**REQUIREMENT**
Copy all entries exactly, and wherever an entry holds a picture, leave that picture out.

[Saved data entries]
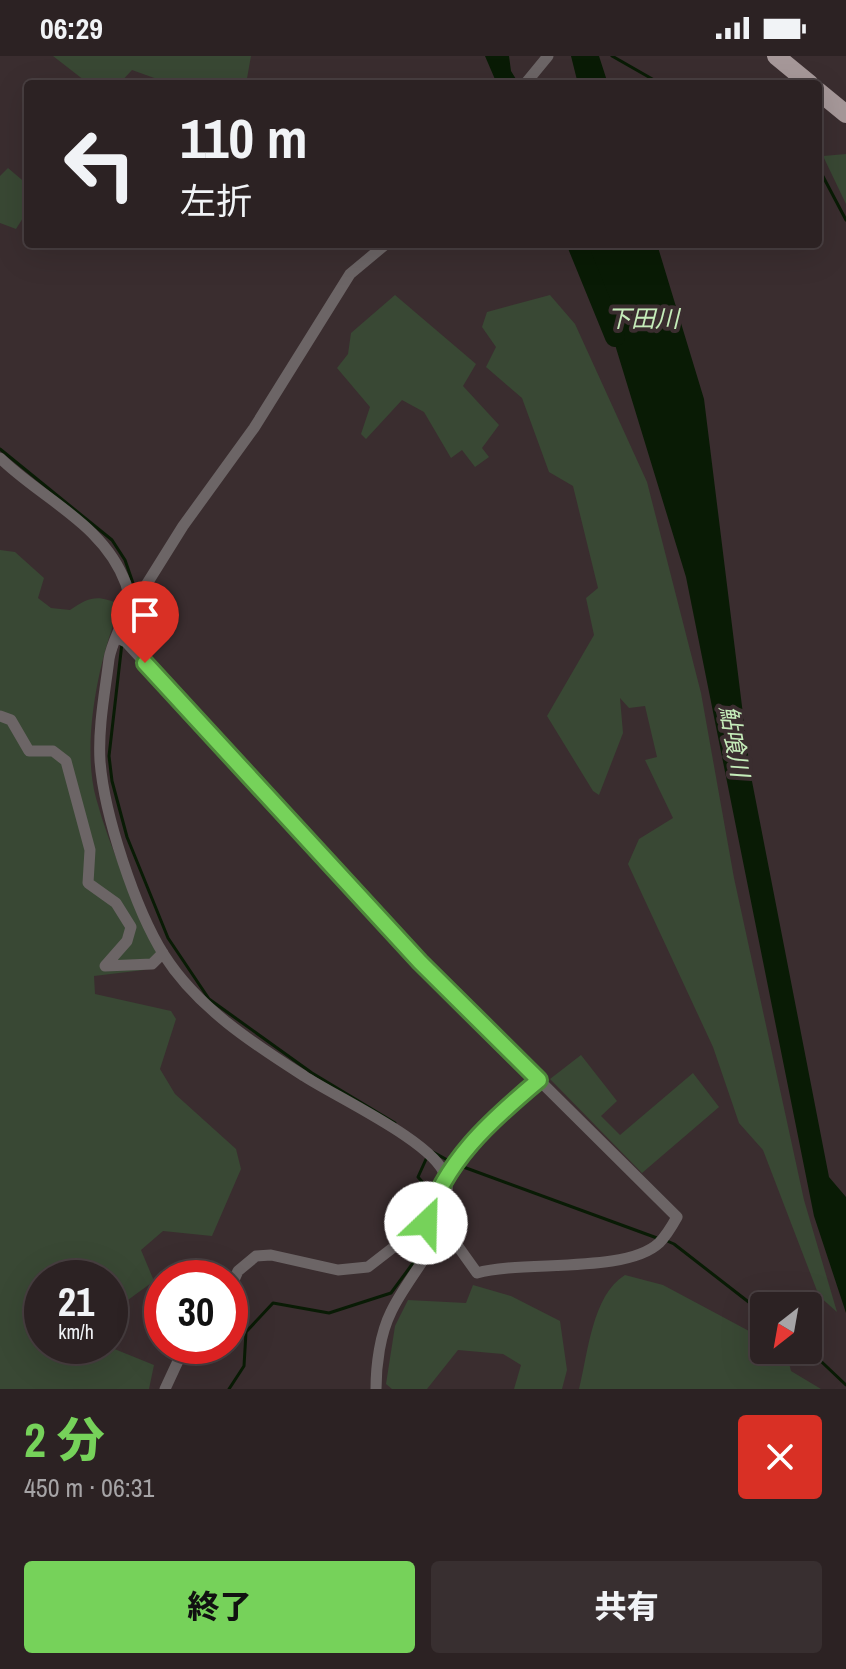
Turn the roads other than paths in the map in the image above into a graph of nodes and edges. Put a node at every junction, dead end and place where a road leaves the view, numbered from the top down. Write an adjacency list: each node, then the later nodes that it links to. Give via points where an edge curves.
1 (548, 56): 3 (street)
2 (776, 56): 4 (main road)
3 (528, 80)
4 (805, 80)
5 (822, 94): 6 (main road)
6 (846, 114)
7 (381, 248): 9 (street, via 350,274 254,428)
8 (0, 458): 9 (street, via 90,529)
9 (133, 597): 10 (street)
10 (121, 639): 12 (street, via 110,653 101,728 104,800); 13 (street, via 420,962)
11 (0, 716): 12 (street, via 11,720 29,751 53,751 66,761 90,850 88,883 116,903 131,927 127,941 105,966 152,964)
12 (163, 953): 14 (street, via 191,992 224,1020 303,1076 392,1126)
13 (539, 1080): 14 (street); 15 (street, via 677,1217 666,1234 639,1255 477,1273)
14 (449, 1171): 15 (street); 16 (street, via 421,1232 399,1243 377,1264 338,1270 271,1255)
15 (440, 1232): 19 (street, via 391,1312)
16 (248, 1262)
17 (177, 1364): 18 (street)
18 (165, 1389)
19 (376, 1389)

**TASK RESPONSE**
Turn the roads other than paths in the map in the image above into a graph of nodes and edges. Put a node at every junction, dead end and place where a road leaves the view, numbered from the top down. Write an adjacency list: each node, then the later nodes that it links to. Give via points where an edge curves.
1 (548, 56): 3 (street)
2 (776, 56): 4 (main road)
3 (528, 80)
4 (805, 80)
5 (822, 94): 6 (main road)
6 (846, 114)
7 (381, 248): 9 (street, via 350,274 254,428)
8 (0, 458): 9 (street, via 90,529)
9 (133, 597): 10 (street)
10 (121, 639): 12 (street, via 110,653 101,728 104,800); 13 (street, via 420,962)
11 (0, 716): 12 (street, via 11,720 29,751 53,751 66,761 90,850 88,883 116,903 131,927 127,941 105,966 152,964)
12 (163, 953): 14 (street, via 191,992 224,1020 303,1076 392,1126)
13 (539, 1080): 14 (street); 15 (street, via 677,1217 666,1234 639,1255 477,1273)
14 (449, 1171): 15 (street); 16 (street, via 421,1232 399,1243 377,1264 338,1270 271,1255)
15 (440, 1232): 19 (street, via 391,1312)
16 (248, 1262)
17 (177, 1364): 18 (street)
18 (165, 1389)
19 (376, 1389)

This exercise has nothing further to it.